◆ Stored data entries:
======

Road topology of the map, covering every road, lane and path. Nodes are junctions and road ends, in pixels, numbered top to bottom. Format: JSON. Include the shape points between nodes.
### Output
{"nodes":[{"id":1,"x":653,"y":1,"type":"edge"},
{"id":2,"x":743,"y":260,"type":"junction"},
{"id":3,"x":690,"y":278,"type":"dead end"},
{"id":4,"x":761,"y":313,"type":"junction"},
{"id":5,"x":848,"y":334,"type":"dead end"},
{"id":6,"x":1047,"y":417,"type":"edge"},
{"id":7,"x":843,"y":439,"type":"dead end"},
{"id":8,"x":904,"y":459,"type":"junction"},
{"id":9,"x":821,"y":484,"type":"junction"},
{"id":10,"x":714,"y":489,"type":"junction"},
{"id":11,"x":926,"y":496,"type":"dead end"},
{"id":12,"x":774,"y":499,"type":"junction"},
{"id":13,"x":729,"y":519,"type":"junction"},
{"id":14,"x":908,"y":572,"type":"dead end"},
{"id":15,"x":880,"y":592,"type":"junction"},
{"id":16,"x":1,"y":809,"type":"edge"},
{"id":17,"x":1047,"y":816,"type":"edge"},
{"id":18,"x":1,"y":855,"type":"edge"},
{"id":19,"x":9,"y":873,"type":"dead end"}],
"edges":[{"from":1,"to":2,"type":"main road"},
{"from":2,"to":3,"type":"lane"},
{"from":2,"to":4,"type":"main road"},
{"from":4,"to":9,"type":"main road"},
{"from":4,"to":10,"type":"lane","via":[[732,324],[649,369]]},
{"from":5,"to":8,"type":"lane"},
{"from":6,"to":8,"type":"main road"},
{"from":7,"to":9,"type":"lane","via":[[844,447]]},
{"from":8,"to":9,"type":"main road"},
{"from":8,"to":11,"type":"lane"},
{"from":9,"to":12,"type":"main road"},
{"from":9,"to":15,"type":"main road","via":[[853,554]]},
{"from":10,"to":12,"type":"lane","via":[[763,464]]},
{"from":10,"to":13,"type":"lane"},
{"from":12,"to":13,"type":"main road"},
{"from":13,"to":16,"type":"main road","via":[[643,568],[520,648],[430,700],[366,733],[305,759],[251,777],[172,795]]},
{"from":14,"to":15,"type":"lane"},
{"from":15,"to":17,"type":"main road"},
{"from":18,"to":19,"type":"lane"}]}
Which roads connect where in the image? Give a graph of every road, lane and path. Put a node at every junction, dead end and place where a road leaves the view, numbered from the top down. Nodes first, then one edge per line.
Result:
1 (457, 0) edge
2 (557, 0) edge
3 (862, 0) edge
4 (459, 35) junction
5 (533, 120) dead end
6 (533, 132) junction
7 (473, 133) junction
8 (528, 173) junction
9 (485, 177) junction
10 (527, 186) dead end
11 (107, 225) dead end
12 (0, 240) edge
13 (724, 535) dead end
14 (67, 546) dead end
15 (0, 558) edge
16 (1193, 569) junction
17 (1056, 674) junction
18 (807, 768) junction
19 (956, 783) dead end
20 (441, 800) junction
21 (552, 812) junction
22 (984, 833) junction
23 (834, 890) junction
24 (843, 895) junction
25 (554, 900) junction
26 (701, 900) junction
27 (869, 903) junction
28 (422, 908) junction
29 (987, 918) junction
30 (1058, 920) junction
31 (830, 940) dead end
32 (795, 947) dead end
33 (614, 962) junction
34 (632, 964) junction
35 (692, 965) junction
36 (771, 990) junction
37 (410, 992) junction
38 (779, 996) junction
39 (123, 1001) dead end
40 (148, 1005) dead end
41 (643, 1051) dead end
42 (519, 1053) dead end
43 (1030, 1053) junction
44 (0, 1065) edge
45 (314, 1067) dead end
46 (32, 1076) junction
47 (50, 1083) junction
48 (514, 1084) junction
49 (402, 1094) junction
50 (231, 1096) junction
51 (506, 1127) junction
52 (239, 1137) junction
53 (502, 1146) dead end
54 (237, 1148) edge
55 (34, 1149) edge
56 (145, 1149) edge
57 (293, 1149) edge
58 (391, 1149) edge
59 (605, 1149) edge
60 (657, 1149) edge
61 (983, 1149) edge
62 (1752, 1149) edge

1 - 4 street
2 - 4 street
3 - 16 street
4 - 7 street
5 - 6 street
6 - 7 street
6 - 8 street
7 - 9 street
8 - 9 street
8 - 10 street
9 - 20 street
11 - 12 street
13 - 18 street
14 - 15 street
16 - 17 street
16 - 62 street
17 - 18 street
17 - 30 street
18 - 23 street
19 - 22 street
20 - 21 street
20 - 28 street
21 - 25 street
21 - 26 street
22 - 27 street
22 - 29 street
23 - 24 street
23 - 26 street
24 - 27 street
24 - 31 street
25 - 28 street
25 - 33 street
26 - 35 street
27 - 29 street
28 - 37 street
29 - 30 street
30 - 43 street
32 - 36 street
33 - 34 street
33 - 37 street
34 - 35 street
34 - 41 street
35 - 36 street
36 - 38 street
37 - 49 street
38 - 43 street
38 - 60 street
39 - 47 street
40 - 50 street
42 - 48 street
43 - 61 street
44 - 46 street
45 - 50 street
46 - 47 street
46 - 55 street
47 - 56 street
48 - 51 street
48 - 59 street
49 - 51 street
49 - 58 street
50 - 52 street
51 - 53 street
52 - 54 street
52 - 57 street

======

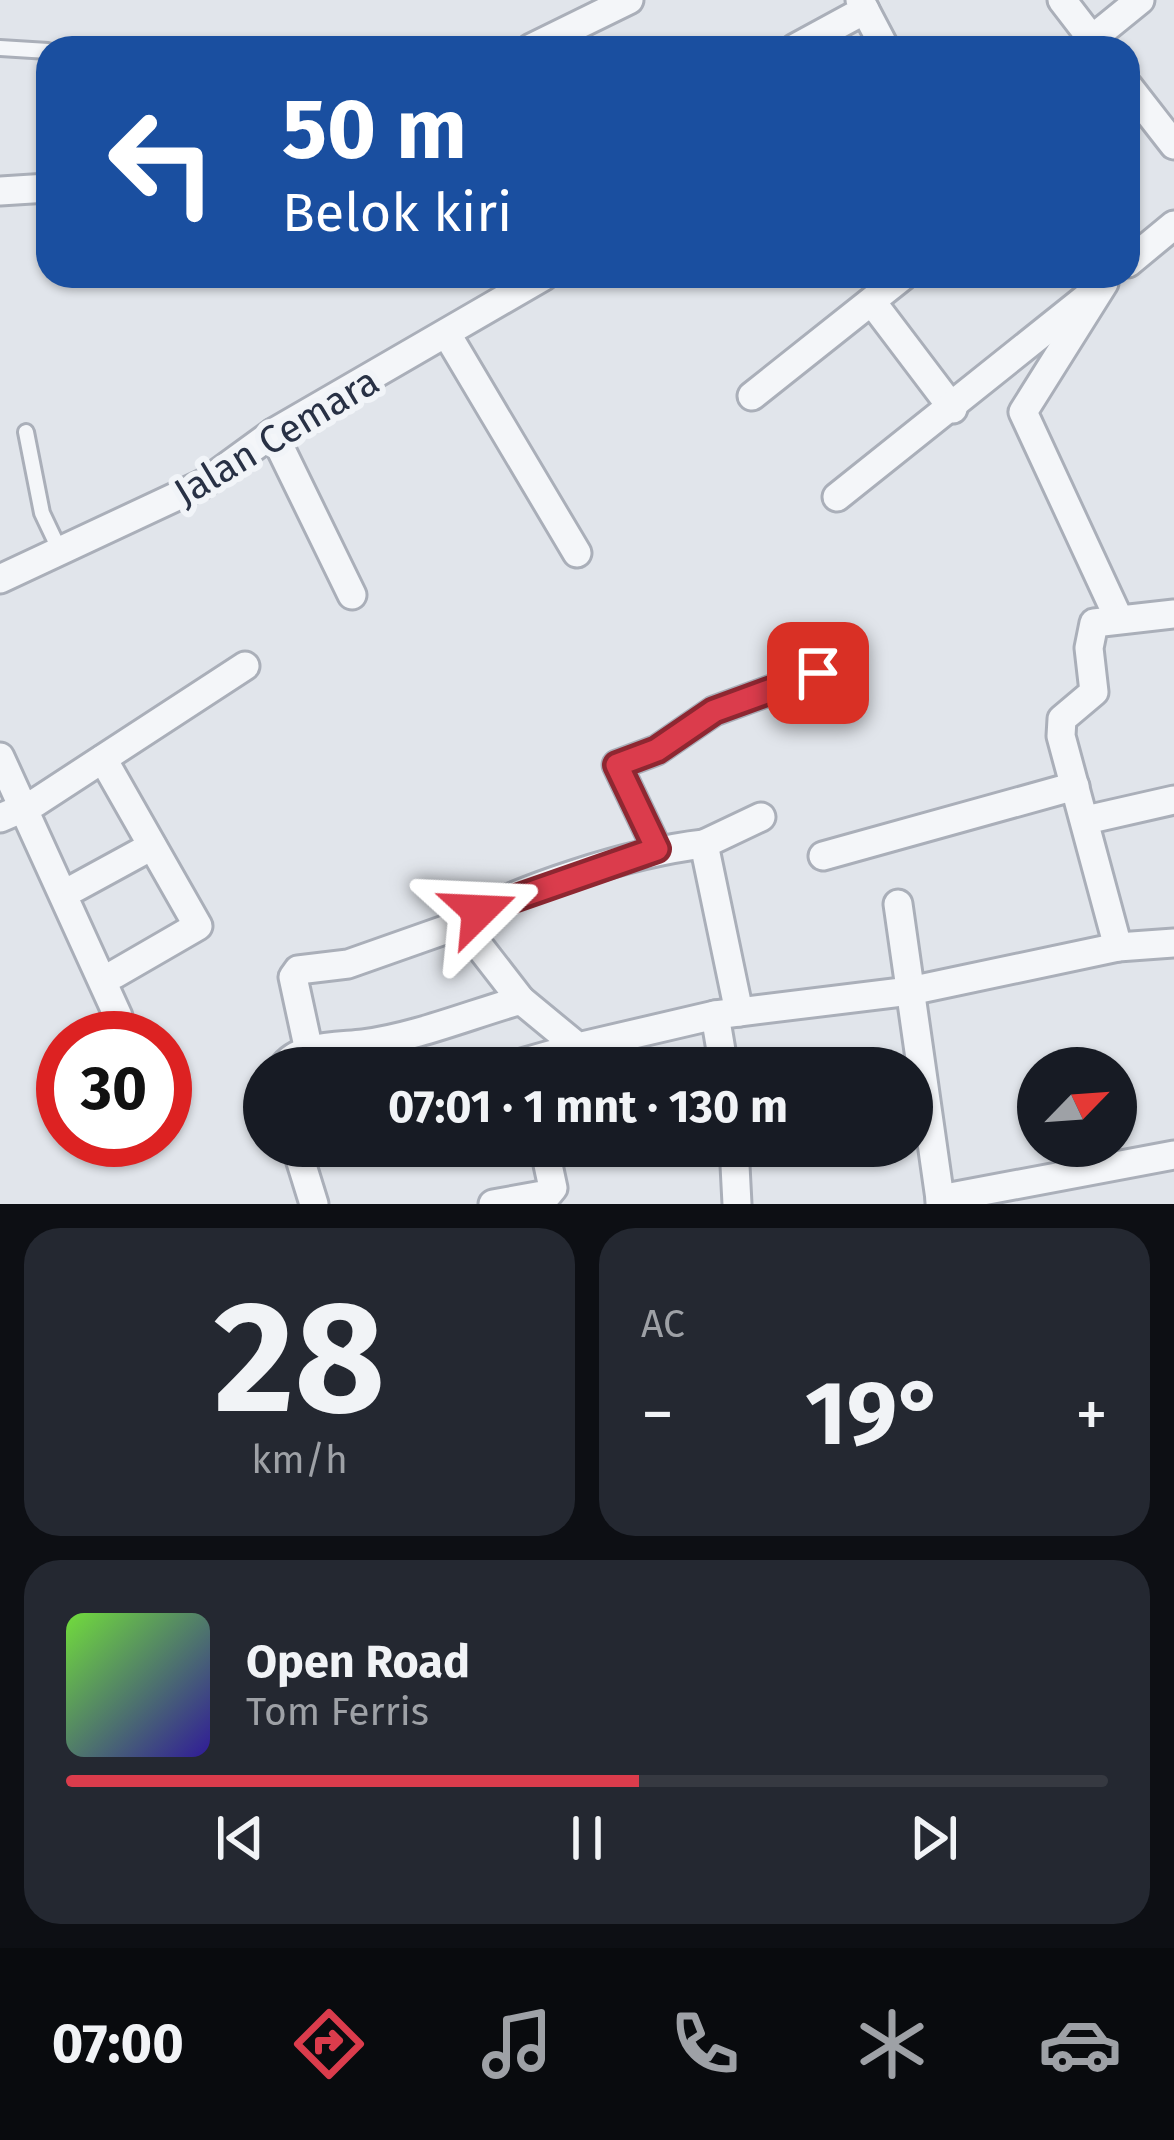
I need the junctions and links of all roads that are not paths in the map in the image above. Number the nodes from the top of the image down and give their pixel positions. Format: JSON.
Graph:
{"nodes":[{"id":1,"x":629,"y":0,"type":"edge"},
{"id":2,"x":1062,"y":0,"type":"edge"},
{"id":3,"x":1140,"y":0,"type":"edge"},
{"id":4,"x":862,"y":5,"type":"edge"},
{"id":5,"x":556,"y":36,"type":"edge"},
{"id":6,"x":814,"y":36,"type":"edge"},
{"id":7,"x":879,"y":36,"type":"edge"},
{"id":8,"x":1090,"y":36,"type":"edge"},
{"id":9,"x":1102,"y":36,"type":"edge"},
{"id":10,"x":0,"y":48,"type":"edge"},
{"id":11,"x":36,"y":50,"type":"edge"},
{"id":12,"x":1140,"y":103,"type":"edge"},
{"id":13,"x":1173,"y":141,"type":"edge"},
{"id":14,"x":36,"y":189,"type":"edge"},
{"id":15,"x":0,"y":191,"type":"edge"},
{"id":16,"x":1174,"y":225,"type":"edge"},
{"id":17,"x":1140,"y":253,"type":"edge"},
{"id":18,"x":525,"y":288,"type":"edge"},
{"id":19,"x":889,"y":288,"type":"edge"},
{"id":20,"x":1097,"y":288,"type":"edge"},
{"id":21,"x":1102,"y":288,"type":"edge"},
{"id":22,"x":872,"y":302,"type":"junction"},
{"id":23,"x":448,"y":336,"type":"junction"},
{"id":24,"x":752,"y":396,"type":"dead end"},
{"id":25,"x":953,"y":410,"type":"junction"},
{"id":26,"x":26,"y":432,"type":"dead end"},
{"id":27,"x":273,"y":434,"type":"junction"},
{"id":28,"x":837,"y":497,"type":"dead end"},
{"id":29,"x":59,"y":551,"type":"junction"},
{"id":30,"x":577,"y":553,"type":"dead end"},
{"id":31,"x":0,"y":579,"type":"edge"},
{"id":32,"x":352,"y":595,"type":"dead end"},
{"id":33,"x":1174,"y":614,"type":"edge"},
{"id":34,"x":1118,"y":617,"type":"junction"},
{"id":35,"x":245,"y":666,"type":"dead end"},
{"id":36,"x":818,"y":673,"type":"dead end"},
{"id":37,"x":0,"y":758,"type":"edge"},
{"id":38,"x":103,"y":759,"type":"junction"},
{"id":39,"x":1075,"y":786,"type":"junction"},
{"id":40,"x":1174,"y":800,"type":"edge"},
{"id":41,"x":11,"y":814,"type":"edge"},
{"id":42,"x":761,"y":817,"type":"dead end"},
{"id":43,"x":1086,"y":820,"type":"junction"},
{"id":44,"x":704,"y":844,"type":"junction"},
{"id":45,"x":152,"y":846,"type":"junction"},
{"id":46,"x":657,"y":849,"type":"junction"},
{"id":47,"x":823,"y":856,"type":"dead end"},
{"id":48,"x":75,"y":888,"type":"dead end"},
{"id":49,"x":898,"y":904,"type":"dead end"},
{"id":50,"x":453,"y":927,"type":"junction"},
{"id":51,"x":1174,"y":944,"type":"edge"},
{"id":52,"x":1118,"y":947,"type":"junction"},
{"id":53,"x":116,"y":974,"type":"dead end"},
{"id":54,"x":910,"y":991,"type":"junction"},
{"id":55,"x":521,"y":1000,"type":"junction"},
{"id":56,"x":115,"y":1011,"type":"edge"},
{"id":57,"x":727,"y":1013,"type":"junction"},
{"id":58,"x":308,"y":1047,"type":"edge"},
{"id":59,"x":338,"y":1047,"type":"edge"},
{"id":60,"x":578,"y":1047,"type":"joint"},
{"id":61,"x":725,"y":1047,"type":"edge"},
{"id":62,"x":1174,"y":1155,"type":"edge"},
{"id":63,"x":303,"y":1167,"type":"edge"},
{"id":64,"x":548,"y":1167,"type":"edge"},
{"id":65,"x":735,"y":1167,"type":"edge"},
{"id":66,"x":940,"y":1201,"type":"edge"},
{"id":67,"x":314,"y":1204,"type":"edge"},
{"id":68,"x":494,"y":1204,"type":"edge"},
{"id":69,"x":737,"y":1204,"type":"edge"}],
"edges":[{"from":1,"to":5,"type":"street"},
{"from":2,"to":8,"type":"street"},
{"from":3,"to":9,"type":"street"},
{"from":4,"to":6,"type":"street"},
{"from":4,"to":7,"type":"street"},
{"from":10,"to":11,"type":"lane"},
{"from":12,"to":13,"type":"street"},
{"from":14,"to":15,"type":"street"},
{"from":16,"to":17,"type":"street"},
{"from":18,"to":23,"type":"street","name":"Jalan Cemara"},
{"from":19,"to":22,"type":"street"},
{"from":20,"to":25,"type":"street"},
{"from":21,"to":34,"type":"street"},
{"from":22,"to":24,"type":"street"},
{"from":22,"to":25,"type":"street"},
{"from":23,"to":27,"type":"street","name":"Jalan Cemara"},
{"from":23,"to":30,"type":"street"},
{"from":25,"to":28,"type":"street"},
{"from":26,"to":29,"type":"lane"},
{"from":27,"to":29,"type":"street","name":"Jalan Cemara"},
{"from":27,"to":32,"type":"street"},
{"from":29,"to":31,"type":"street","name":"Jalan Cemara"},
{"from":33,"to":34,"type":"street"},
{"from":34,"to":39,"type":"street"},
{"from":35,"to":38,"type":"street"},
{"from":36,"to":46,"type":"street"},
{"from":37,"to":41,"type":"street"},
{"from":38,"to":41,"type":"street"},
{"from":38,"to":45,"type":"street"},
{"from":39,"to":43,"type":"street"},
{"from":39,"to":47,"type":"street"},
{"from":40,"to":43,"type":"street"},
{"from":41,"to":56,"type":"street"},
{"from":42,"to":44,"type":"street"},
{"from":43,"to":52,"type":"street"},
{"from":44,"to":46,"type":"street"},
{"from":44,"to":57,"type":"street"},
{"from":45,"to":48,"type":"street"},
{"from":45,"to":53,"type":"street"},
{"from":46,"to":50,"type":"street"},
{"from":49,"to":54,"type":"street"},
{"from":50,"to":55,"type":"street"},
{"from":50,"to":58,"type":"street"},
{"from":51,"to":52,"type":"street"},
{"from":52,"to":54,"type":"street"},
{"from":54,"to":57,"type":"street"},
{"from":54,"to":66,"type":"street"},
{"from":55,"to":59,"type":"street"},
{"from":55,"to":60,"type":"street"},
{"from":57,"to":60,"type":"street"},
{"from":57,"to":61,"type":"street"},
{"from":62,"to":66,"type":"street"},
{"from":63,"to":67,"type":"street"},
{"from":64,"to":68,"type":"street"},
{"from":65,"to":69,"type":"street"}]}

======

◆ REQUIRED WORK:
Work out how many lines in the records above hold the string "Cemara", then give only that count.

◆ RESPONSE FOR THIS EXERCISE:
4